(Data items)
──────────────────────────────

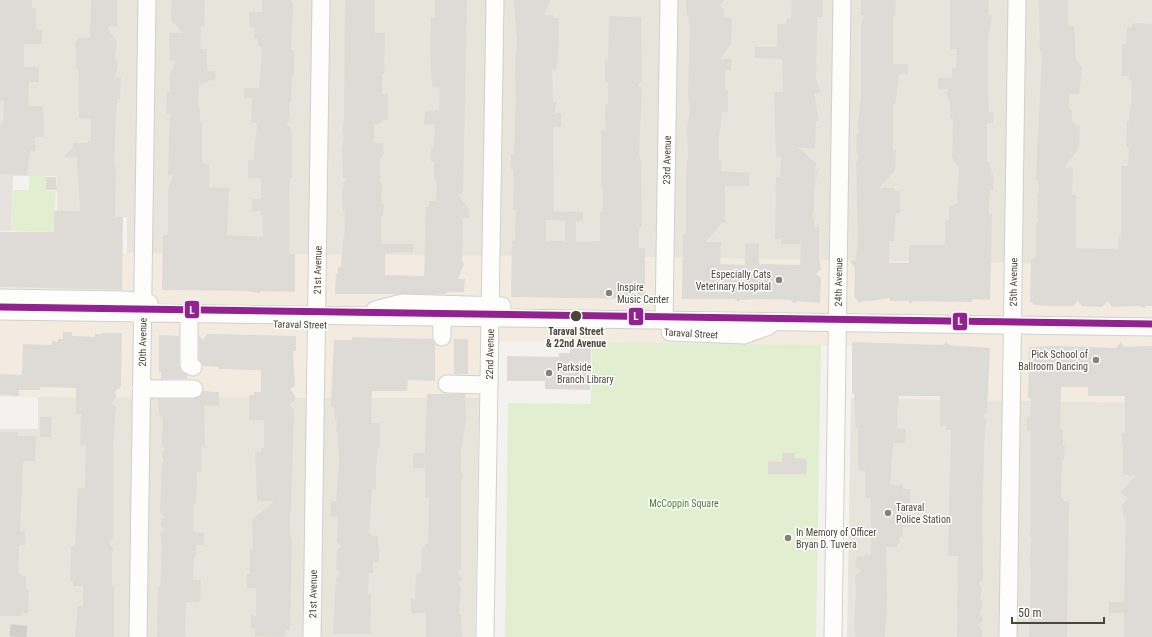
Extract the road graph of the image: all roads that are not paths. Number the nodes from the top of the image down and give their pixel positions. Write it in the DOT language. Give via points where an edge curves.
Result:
graph roads {
  1 [pos="147,0"];
  2 [pos="321,0"];
  3 [pos="495,0"];
  4 [pos="669,0"];
  5 [pos="842,0"];
  6 [pos="1016,0"];
  7 [pos="0,298"];
  8 [pos="385,308"];
  9 [pos="0,311"];
  10 [pos="142,312"];
  11 [pos="316,315"];
  12 [pos="351,316"];
  13 [pos="490,317"];
  14 [pos="189,318"];
  15 [pos="0,320"];
  16 [pos="664,320"];
  17 [pos="780,322"];
  18 [pos="837,323"];
  19 [pos="596,324"];
  20 [pos="1012,325"];
  21 [pos="442,327"];
  22 [pos="1152,327"];
  23 [pos="193,367"];
  24 [pos="447,384"];
  25 [pos="489,386"];
  26 [pos="141,389"];
  27 [pos="194,389"];
  28 [pos="138,637"];
  29 [pos="312,637"];
  30 [pos="485,637"];
  31 [pos="833,637"];
  32 [pos="1008,637"];
  1 -- 10 [label="street, 20th Avenue"];
  2 -- 11 [label="street, 21st Avenue"];
  3 -- 13 [label="street, 22nd Avenue"];
  4 -- 16 [label="street, 23rd Avenue"];
  5 -- 18 [label="street, 24th Avenue"];
  6 -- 20 [label="street, 25th Avenue"];
  7 -- 10 [label="street, Taraval Street"];
  8 -- 11 [label="street, Taraval Street"];
  8 -- 12 [label="street, Taraval Street"];
  8 -- 13 [label="street, Taraval Street" via="402,303"];
  9 -- 10 [label="street, Taraval Street"];
  10 -- 11 [label="street, Taraval Street"];
  10 -- 14 [label="street, Taraval Street"];
  10 -- 15 [label="street, Taraval Street"];
  10 -- 26 [label="street, 20th Avenue"];
  11 -- 12 [label="street, Taraval Street"];
  11 -- 14 [label="street, Taraval Street"];
  11 -- 21 [label="street, Taraval Street"];
  11 -- 29 [label="street, 21st Avenue"];
  12 -- 21 [label="street, Taraval Street"];
  13 -- 19 [label="street, Taraval Street"];
  13 -- 19 [label="street, Taraval Street" via="561,319"];
  13 -- 21 [label="street, Taraval Street"];
  13 -- 25 [label="street, 22nd Avenue"];
  14 -- 23 [label="street" via="189,365"];
  16 -- 17 [label="street, Taraval Street"];
  16 -- 19 [label="street, Taraval Street"];
  17 -- 18 [label="street, Taraval Street"];
  17 -- 19 [label="street, Taraval Street" via="744,335"];
  18 -- 20 [label="street, Taraval Street"];
  18 -- 31 [label="street, 24th Avenue"];
  20 -- 22 [label="street, Taraval Street"];
  20 -- 32 [label="street, 25th Avenue"];
  24 -- 25 [label="street"];
  25 -- 30 [label="street, 22nd Avenue"];
  26 -- 27 [label="street"];
  26 -- 28 [label="street, 20th Avenue"];
}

──────────────────────────────

▶ Task instructions
Keep every word of the records above exactly, and return them with no pictures.

▶ Your solution
Extract the road graph of the image: all roads that are not paths. Number the nodes from the top of the image down and give their pixel positions. Write it in the DOT language. Give via points where an edge curves.
Result:
graph roads {
  1 [pos="147,0"];
  2 [pos="321,0"];
  3 [pos="495,0"];
  4 [pos="669,0"];
  5 [pos="842,0"];
  6 [pos="1016,0"];
  7 [pos="0,298"];
  8 [pos="385,308"];
  9 [pos="0,311"];
  10 [pos="142,312"];
  11 [pos="316,315"];
  12 [pos="351,316"];
  13 [pos="490,317"];
  14 [pos="189,318"];
  15 [pos="0,320"];
  16 [pos="664,320"];
  17 [pos="780,322"];
  18 [pos="837,323"];
  19 [pos="596,324"];
  20 [pos="1012,325"];
  21 [pos="442,327"];
  22 [pos="1152,327"];
  23 [pos="193,367"];
  24 [pos="447,384"];
  25 [pos="489,386"];
  26 [pos="141,389"];
  27 [pos="194,389"];
  28 [pos="138,637"];
  29 [pos="312,637"];
  30 [pos="485,637"];
  31 [pos="833,637"];
  32 [pos="1008,637"];
  1 -- 10 [label="street, 20th Avenue"];
  2 -- 11 [label="street, 21st Avenue"];
  3 -- 13 [label="street, 22nd Avenue"];
  4 -- 16 [label="street, 23rd Avenue"];
  5 -- 18 [label="street, 24th Avenue"];
  6 -- 20 [label="street, 25th Avenue"];
  7 -- 10 [label="street, Taraval Street"];
  8 -- 11 [label="street, Taraval Street"];
  8 -- 12 [label="street, Taraval Street"];
  8 -- 13 [label="street, Taraval Street" via="402,303"];
  9 -- 10 [label="street, Taraval Street"];
  10 -- 11 [label="street, Taraval Street"];
  10 -- 14 [label="street, Taraval Street"];
  10 -- 15 [label="street, Taraval Street"];
  10 -- 26 [label="street, 20th Avenue"];
  11 -- 12 [label="street, Taraval Street"];
  11 -- 14 [label="street, Taraval Street"];
  11 -- 21 [label="street, Taraval Street"];
  11 -- 29 [label="street, 21st Avenue"];
  12 -- 21 [label="street, Taraval Street"];
  13 -- 19 [label="street, Taraval Street"];
  13 -- 19 [label="street, Taraval Street" via="561,319"];
  13 -- 21 [label="street, Taraval Street"];
  13 -- 25 [label="street, 22nd Avenue"];
  14 -- 23 [label="street" via="189,365"];
  16 -- 17 [label="street, Taraval Street"];
  16 -- 19 [label="street, Taraval Street"];
  17 -- 18 [label="street, Taraval Street"];
  17 -- 19 [label="street, Taraval Street" via="744,335"];
  18 -- 20 [label="street, Taraval Street"];
  18 -- 31 [label="street, 24th Avenue"];
  20 -- 22 [label="street, Taraval Street"];
  20 -- 32 [label="street, 25th Avenue"];
  24 -- 25 [label="street"];
  25 -- 30 [label="street, 22nd Avenue"];
  26 -- 27 [label="street"];
  26 -- 28 [label="street, 20th Avenue"];
}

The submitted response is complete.